In my process, I never really want to schedule a task; the task is performed on a separate server, and what I really want to do is signal that something is now complete. There isn’t really an API for that on Task (since it is geared more for operations you are running locally, typically in parallel). The closest you can do is to ask the default scheduler to run your task immediately, but this feels a bit ungainly, not least because task-schedulers are not required to offer synchronous support.

In my use-case, I’m not even remotely interested in scheduling; personally I’d quite like it if Task supported this mode of use in isolation, perhaps via a protected method and a subclass of Task.

(yes, there is RunSynchronously, but that just uses the current scheduler, which in library code you can’t assume is capable of actually running synchronously).

Death by exception

The task API is also pretty fussy about errors – which isn’t unreasonable. If a task fails and you don’t explicitly observe the exception (by asking it for the result, etc), then it intentionally re-surfaces that exception in a finalizer. Having a finalizer is note-worthy in itself, and you get one last chance to convince the API that you’re sane – but if you forget to hook that exception it is a process-killer.

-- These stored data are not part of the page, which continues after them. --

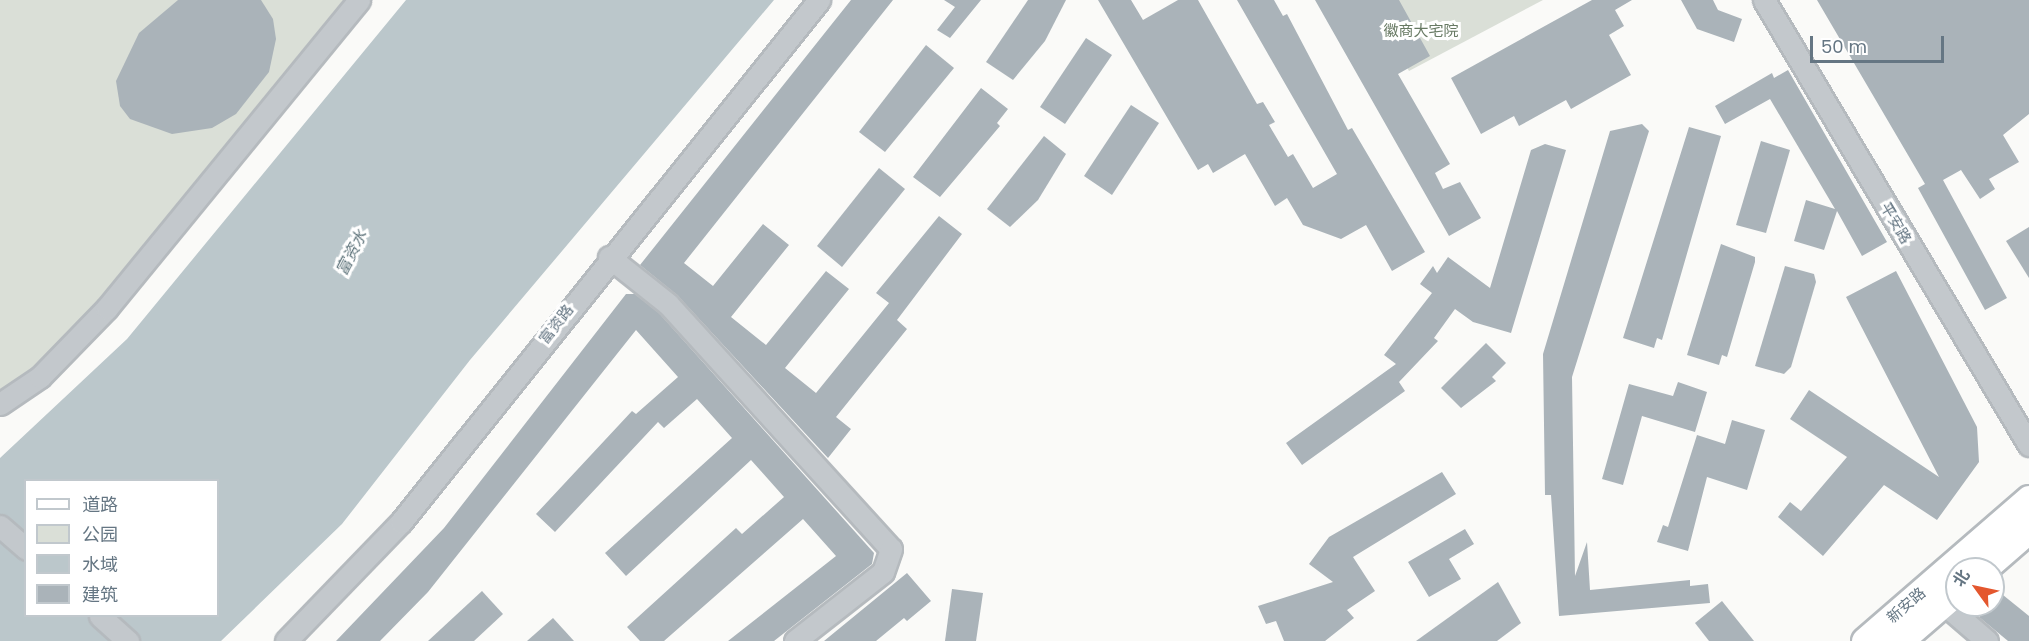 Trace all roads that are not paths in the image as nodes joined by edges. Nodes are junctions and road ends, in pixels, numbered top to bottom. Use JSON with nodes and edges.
{"nodes":[{"id":1,"x":359,"y":0,"type":"edge"},
{"id":2,"x":819,"y":0,"type":"edge"},
{"id":3,"x":1764,"y":0,"type":"edge"},
{"id":4,"x":609,"y":257,"type":"junction"},
{"id":5,"x":0,"y":404,"type":"edge"},
{"id":6,"x":2029,"y":446,"type":"edge"},
{"id":7,"x":2029,"y":499,"type":"edge"},
{"id":8,"x":0,"y":526,"type":"edge"},
{"id":9,"x":2029,"y":529,"type":"edge"},
{"id":10,"x":24,"y":547,"type":"edge"},
{"id":11,"x":1997,"y":557,"type":"edge"},
{"id":12,"x":1945,"y":601,"type":"edge"},
{"id":13,"x":102,"y":617,"type":"edge"},
{"id":14,"x":1967,"y":617,"type":"edge"},
{"id":15,"x":128,"y":641,"type":"edge"},
{"id":16,"x":286,"y":641,"type":"edge"},
{"id":17,"x":795,"y":641,"type":"edge"},
{"id":18,"x":1865,"y":641,"type":"edge"},
{"id":19,"x":1899,"y":641,"type":"edge"},
{"id":20,"x":1987,"y":641,"type":"edge"}],
"edges":[{"from":1,"to":5,"type":"street"},
{"from":2,"to":4,"type":"street","name":"富资路"},
{"from":3,"to":6,"type":"street","name":"平安路"},
{"from":4,"to":16,"type":"street","name":"富资路"},
{"from":4,"to":17,"type":"street"},
{"from":7,"to":18,"type":"main road","name":"新安路"},
{"from":8,"to":10,"type":"street"},
{"from":9,"to":11,"type":"main road"},
{"from":12,"to":19,"type":"main road","name":"新安路"},
{"from":13,"to":15,"type":"street"},
{"from":14,"to":20,"type":"street"}]}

So what would it take to do it ourselves?

So: what is involved in writing our own sync+async friendly API? It turns out it isn’t that hard; in common with things like LINQ (and foreach if you really want), the async API is pattern-based rather than interface-based; this is convenient for retro-fitting the async tools onto existing APIs without changing existing interfaces.

What you need (in the Async CTP Refresh for VS2010 SP1) is:

  • Some GetAwaiter() method (possibly but not necessarily an extension method) that returns something with all of:
  • A boolean IsCompleted property (get)
  • A void OnCompleted(Action callback)
  • A GetResult() method which returns void, or the desired outcome of the awaited operation

So this isn’t a hugely challenging API to implement if you want to write a custom awaitable object. I have a working implementation that I put together with BookSleeve in mind. Highlights:

  • Acts as a set-once value with wait (sync) and continuation (async) support
  • Thread-safe
  • Isolated from the TPL, and scheduling in particular
  • Based on Monitor, but allowing efficient re-use of the object used as the sync-lock (my understanding is that once used/contested in a Monitor, the object instance obtains additional cost; may as well minimise that)
  • Supporting typed (Future<T>) or untyped (Future) usage – compares to Task<T> and Task respectively

My local tests aren’t exhaustive, but (over 500,000 batches of 10 operations each), I get:

Future (uncontested): 1993ms
Task (uncontested): 4126ms
Future (contested): 5487ms
Task (contested): 6787ms

So our custom awaitable object is faster… but I’m just not convinced that it is enough of an improvement to justify changing away from the Task API. This call density is somewhat artificial, and we’re talking less than a µs per-operation difference.

Conclusions

In some ways I’m pleasantly surprised with the results; if Task is keeping up (more or less), even outside of it’s primary design case, then I think we should forget about it; use Task, and move on to the actual meat of the problem we are trying to solve.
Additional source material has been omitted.